START DATA SHOWN
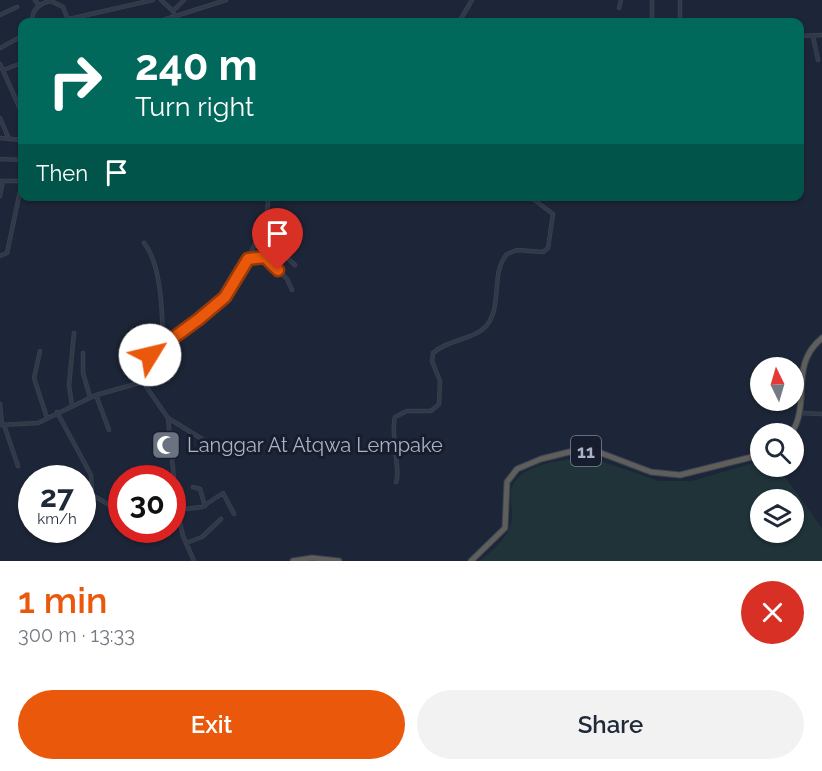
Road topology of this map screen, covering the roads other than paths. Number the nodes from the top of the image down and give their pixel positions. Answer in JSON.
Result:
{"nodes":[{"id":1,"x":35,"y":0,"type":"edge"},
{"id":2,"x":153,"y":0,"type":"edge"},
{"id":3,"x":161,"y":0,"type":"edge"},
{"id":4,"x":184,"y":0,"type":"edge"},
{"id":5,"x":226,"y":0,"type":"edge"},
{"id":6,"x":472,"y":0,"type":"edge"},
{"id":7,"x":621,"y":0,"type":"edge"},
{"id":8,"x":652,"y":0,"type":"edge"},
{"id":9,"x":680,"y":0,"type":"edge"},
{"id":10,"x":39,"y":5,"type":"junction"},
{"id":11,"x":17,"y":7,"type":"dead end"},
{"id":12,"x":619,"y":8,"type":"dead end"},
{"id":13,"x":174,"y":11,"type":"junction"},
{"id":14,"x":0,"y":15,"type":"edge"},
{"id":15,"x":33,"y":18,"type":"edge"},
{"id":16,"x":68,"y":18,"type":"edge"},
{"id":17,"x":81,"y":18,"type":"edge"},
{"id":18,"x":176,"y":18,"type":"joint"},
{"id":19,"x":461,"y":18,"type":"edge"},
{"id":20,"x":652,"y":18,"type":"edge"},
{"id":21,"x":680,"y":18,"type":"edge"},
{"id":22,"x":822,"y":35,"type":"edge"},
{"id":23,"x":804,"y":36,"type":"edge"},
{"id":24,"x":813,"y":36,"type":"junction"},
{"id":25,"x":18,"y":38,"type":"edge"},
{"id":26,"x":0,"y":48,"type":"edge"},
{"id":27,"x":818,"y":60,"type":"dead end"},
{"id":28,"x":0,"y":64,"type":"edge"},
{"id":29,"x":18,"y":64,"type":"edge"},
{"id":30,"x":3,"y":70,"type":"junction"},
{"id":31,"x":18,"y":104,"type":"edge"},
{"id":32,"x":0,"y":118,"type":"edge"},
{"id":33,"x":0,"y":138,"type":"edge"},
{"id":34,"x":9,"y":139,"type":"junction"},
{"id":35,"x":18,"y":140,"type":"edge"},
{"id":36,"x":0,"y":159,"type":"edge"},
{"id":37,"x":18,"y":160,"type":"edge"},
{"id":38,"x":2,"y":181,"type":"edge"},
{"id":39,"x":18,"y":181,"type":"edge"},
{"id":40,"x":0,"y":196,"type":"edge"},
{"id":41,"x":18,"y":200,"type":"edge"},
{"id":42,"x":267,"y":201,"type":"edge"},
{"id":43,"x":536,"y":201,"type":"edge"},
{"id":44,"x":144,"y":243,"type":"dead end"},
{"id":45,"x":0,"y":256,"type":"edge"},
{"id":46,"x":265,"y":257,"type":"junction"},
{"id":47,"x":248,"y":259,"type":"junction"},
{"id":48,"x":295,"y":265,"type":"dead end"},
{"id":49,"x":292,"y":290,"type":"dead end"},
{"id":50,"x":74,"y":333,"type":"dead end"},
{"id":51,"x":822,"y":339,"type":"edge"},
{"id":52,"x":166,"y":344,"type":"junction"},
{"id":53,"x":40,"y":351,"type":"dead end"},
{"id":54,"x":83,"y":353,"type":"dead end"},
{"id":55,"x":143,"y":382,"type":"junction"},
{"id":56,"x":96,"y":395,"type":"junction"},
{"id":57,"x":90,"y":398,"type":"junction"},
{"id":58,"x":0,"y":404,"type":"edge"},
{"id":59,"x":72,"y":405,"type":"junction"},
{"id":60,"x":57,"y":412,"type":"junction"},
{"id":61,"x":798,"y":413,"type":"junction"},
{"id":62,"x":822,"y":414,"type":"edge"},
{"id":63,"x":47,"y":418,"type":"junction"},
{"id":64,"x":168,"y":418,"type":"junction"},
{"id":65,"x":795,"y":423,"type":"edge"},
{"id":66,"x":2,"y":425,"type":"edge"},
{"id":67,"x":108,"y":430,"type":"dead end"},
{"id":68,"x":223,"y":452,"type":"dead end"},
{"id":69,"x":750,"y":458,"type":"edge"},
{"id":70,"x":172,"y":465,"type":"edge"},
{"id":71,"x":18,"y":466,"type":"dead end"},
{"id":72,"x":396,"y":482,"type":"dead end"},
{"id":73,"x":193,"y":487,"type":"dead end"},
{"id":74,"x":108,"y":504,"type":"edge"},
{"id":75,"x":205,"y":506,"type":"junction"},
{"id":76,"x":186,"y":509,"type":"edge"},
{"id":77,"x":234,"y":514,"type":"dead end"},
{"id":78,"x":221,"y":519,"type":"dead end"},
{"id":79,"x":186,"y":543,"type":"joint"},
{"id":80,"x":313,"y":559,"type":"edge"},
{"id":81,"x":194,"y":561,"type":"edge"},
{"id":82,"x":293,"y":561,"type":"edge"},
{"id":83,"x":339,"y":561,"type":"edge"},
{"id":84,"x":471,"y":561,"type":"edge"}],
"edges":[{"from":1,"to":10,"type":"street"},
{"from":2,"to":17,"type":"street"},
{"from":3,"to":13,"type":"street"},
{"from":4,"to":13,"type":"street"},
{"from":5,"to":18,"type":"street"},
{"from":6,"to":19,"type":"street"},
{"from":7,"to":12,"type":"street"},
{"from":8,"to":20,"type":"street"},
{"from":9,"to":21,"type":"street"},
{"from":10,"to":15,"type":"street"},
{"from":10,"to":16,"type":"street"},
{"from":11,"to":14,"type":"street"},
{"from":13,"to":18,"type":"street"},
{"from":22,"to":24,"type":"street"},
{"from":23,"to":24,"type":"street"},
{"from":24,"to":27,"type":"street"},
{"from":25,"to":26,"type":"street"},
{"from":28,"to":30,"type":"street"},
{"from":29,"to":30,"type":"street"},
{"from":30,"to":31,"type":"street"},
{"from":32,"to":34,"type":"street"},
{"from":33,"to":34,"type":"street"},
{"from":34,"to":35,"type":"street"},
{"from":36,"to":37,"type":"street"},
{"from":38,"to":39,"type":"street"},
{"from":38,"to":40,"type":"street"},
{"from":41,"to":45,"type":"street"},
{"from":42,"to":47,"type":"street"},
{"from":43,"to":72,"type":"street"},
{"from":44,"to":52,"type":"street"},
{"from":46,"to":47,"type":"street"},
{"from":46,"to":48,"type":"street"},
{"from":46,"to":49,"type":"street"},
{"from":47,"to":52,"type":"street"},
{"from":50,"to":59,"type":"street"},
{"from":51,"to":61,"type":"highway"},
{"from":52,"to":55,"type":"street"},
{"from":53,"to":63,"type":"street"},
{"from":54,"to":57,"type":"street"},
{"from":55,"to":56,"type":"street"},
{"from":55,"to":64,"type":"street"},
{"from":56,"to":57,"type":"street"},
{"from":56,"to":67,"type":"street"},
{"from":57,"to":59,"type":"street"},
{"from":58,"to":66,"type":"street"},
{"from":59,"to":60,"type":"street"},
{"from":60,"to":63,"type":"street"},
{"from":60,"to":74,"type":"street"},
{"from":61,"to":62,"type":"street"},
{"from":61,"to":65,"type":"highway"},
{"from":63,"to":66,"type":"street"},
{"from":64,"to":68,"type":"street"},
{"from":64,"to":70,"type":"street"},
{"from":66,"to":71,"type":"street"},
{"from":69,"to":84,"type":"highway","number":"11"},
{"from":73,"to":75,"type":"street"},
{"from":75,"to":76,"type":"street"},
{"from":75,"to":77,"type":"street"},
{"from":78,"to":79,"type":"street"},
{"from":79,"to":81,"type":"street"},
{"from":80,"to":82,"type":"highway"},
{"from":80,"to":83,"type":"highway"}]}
END DATA SHOWN
WHAT NEEDS TO BE DONE :: All lines above that include the word "highway" should be located and copied.

TASK RESPONSE ::
{"from":51,"to":61,"type":"highway"},
{"from":61,"to":65,"type":"highway"},
{"from":69,"to":84,"type":"highway","number":"11"},
{"from":80,"to":82,"type":"highway"},
{"from":80,"to":83,"type":"highway"}]}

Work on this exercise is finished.